The confusion arises because people conflate these distinct systems. DEPA Training ensures AI models can do data collaboration. Privacy budgets will prevent individual contributions from being traced. DEPA Inference ensures PII based data can’t be accessed without consent because the cryptographic handshake fails without a valid consent artifact. AI Chain would ensure accountability can’t be avoided because every inference generates a log trace. Three different problems, three different techno-legal solutions, one underlying philosophy: architecture enforces what law requires.

Moreover, tools don’t meet the bar of techno-legal: that is precisely why one would want to craft techno-legal docs to accept technology substrates as keys ideas which are accepted and acknowledged as such to be mechanisable to meet certain key properties and invariants (in the real world). Tools are just instances of realising these mechanisable properties/invariants. For instance — can policy be put as attestable and executable code — why not? Policy is a set of unambiguous rules and so long as they are unambiguous and computable, they are automatable. If exceptions to the rule exist then they must also be documented.

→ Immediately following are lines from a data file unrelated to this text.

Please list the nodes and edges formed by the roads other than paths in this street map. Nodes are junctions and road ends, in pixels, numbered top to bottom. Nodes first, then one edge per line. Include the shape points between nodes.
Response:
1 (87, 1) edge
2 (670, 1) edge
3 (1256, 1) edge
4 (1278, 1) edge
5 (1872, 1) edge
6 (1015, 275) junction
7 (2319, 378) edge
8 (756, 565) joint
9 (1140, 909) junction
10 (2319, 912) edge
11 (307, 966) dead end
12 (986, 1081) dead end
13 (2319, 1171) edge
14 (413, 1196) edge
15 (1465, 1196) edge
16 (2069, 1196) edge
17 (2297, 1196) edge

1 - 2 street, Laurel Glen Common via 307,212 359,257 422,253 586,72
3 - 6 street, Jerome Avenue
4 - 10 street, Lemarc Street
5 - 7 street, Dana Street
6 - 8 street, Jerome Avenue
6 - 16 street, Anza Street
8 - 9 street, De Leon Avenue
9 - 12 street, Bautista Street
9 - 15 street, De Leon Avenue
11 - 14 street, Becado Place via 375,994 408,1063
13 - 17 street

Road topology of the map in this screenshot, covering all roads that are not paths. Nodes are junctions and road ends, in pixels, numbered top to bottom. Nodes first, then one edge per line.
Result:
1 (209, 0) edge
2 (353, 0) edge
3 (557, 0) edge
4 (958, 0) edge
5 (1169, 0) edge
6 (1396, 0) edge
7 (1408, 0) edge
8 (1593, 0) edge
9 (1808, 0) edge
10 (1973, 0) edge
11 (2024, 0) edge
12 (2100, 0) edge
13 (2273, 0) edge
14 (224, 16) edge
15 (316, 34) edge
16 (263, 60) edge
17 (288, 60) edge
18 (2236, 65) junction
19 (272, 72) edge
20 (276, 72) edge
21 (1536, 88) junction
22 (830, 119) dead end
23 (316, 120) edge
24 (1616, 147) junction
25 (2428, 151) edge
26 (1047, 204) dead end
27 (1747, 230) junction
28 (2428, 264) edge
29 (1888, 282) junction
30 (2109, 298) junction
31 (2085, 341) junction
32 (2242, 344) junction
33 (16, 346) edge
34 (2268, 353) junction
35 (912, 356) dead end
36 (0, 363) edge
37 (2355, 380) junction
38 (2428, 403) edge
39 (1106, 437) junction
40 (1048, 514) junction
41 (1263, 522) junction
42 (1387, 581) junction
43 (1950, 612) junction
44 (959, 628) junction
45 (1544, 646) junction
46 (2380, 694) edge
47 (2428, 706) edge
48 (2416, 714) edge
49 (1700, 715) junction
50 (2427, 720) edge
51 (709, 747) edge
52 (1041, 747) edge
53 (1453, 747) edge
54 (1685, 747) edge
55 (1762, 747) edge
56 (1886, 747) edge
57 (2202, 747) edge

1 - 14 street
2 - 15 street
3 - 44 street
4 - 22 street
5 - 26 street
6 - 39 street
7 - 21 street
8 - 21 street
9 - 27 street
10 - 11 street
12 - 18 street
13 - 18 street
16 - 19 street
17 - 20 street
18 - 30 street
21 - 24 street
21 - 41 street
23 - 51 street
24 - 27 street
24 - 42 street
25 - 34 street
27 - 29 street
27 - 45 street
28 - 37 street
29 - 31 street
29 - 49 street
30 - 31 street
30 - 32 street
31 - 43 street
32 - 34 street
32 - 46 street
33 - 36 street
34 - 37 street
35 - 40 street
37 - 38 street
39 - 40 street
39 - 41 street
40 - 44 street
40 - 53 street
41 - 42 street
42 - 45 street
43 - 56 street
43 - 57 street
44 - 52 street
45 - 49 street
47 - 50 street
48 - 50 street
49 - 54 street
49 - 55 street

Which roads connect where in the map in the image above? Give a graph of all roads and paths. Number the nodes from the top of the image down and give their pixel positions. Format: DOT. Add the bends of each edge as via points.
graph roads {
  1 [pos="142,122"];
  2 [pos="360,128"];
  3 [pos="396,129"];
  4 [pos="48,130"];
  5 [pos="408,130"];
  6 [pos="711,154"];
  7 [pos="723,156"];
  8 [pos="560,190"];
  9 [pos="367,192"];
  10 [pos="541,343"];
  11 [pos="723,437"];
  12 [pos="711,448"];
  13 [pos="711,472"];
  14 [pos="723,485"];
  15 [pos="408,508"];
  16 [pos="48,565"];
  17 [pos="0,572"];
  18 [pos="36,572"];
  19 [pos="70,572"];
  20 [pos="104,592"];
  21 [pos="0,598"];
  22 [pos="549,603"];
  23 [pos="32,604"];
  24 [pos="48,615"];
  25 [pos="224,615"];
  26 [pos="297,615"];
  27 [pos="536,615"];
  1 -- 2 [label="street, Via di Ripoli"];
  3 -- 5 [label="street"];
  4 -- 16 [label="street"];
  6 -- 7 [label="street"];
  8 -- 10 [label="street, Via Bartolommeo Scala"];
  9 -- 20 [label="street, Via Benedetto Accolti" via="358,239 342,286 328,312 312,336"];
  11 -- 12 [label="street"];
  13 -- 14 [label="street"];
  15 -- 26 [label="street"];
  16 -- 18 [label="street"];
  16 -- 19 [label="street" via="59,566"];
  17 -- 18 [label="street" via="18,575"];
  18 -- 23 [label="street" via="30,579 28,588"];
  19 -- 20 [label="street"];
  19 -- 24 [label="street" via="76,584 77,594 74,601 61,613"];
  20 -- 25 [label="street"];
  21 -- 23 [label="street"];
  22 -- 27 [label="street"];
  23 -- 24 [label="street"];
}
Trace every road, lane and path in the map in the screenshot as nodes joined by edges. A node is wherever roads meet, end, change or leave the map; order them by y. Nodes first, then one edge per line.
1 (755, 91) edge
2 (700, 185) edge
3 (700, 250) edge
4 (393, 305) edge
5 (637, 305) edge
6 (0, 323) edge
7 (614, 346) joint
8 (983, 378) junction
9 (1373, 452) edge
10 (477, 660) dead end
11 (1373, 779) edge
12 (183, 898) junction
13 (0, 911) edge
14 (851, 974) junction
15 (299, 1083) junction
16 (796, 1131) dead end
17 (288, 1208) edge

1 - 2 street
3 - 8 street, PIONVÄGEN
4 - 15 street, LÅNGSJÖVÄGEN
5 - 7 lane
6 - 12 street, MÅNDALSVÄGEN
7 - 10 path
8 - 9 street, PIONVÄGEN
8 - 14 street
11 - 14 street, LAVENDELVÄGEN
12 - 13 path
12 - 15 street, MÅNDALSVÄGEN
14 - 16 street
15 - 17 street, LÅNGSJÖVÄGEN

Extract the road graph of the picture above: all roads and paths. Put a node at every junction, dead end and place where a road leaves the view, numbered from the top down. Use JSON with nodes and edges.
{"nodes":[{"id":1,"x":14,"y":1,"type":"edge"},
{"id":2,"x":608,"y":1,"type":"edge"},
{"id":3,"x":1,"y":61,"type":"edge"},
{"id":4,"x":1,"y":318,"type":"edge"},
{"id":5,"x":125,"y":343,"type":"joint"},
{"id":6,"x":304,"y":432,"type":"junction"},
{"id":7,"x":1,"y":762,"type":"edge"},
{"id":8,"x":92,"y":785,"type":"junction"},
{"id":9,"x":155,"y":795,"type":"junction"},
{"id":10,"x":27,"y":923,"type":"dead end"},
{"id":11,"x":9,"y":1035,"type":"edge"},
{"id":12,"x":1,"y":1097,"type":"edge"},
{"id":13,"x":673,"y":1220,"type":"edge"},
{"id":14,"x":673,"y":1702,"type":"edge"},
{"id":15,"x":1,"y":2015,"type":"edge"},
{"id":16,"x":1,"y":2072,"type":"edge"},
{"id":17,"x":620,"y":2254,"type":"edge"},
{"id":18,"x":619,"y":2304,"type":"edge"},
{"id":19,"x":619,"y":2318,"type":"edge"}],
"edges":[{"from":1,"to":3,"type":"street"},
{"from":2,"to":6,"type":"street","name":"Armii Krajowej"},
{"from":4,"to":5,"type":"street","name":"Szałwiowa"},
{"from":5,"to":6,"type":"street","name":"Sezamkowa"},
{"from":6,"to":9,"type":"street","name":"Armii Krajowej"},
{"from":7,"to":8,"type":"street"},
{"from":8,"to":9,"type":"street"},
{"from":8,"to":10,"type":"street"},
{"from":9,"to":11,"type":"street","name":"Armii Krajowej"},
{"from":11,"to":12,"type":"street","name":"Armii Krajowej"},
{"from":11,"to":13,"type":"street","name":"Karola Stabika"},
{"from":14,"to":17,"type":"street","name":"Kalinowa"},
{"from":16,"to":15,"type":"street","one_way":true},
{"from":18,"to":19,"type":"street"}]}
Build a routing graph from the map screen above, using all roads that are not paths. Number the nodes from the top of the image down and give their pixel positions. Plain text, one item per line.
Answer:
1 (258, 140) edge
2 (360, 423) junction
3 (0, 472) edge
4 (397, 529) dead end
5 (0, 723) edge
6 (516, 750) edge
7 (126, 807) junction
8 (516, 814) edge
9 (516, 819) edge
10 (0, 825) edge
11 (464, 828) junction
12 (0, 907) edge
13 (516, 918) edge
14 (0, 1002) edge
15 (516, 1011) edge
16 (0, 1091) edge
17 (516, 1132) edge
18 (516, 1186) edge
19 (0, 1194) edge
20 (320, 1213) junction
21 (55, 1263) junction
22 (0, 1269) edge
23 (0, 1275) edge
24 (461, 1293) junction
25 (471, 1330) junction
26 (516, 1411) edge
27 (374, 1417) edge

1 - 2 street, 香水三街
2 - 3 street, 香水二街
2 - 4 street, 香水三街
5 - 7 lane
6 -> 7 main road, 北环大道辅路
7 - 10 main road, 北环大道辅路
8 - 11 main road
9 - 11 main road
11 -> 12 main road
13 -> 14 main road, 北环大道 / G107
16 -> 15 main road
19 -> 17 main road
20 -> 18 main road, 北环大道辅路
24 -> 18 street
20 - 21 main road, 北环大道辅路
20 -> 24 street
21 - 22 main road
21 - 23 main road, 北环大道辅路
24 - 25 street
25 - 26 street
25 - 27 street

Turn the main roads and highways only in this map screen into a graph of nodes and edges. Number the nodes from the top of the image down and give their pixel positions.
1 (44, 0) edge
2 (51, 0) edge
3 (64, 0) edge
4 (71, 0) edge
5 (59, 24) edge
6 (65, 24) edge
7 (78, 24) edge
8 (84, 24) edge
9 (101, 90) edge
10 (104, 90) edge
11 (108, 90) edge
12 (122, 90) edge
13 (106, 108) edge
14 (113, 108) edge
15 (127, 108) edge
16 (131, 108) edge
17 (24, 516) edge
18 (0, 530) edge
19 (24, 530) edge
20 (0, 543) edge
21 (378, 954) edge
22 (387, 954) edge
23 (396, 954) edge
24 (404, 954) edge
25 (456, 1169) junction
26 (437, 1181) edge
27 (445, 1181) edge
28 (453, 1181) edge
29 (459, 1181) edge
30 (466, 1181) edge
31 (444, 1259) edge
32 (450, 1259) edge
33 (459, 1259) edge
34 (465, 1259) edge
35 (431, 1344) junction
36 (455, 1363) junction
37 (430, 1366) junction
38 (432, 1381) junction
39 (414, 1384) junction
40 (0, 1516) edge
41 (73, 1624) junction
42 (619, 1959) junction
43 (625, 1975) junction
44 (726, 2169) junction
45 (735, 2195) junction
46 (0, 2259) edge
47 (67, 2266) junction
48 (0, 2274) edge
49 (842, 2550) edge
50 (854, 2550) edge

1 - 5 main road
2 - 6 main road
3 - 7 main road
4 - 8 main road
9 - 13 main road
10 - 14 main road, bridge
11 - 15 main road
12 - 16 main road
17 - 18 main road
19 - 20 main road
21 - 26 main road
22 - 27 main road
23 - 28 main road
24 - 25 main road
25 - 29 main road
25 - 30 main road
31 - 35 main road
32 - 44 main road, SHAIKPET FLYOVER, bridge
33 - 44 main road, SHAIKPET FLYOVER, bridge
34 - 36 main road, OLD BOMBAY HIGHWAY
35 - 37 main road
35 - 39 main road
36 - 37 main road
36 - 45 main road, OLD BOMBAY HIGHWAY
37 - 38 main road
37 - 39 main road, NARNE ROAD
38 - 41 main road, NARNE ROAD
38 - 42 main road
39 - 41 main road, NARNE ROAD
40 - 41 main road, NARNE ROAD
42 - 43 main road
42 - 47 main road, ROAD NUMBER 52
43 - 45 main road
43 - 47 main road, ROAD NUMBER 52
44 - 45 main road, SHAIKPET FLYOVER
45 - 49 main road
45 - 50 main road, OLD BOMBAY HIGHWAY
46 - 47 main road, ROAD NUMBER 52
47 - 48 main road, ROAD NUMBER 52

There is a general worry that introducing identities into AI systems will erode privacy. From a computer-systems standpoint, that conclusion doesn’t follow. What matters is how identifiers are created and managed and what is recorded. With pairwise (service-scoped) identifiers, selective disclosure, and tamper-evident logging of metadata (not payloads), systems can offer accountability and simultaneously uphold Privacy by Design (PbD). These are not speculative ideas: the web and major identity programs already run variants at scale.

OpenID Connect has long supported pairwise subject identifiers, which purposely give each relying party a different, opaque value, curbing cross-service linkability. Aadhaar’s Virtual ID (VID) and UID tokenization make the same design choice in India: a revocable, tokenized identifier is presented instead of the Aadhaar number, and per-agency tokens prevent easy correlation across services while remaining auditable. In both cases, the principle is the same—identity is scoped to a context.

On the web, the W3C Verifiable Credentials (VC) 2.0 model and cryptographic suites such as BBS+ allow a holder to prove only the claims that are necessary (for example, “over 18”) while withholding the rest; the SD-JWT work in the IETF ecosystem supports similar selective-disclosure for JWTs (JSON Web Tokens). The direction of travel — both in standards and deployments — is to treat “need-to-know” as a first-class property.

Every time a browser trusts a public TLS certificate, it relies on Certificate Transparency (CT) — append-only Merkle-tree logs with efficient inclusion and consistency proofs—to keep Certificate Authorities honest. Chrome and Apple have required CT for certificates issued after 2018. Therein lies a lesson for AI: append-only, publicly auditable logs are one mature way to record event receipts without exposing content.

PbD’s “positive-sum” stance is compatible with a metadata-only accountability layer. Instead of retaining prompts, outputs, or personal payloads, systems can emit signed, append-only receipts that capture who/what/which/when: a scoped user identifier, model and dataset versions, operation type (e.g., generate/transform/moderate), timestamp, and the responsible (but not necessarily trusted) operator or process. Auditors later verify that events occurred and in which order via Merkle proofs; when a lawful process requires more detail, selective-disclosure credentials release the minimum necessary information. This is the same architectural separation that keeps web PKI and identity wallets both auditable and privacy-preserving.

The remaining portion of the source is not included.